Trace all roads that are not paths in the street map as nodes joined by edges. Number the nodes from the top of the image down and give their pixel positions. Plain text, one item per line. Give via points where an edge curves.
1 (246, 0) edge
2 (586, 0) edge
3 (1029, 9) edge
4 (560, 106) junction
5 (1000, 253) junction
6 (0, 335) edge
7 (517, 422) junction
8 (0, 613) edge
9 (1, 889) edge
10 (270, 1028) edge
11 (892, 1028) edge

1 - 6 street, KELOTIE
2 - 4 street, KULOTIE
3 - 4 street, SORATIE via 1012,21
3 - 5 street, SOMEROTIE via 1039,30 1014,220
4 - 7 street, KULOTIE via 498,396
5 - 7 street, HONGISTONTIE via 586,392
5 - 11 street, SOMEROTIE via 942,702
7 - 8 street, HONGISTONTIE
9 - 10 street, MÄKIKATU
===
Write the listing out again, exactly as shown above.

Trace all roads that are not paths in the street map as nodes joined by edges. Number the nodes from the top of the image down and give their pixel positions. Plain text, one item per line. Give via points where an edge curves.
1 (246, 0) edge
2 (586, 0) edge
3 (1029, 9) edge
4 (560, 106) junction
5 (1000, 253) junction
6 (0, 335) edge
7 (517, 422) junction
8 (0, 613) edge
9 (1, 889) edge
10 (270, 1028) edge
11 (892, 1028) edge

1 - 6 street, KELOTIE
2 - 4 street, KULOTIE
3 - 4 street, SORATIE via 1012,21
3 - 5 street, SOMEROTIE via 1039,30 1014,220
4 - 7 street, KULOTIE via 498,396
5 - 7 street, HONGISTONTIE via 586,392
5 - 11 street, SOMEROTIE via 942,702
7 - 8 street, HONGISTONTIE
9 - 10 street, MÄKIKATU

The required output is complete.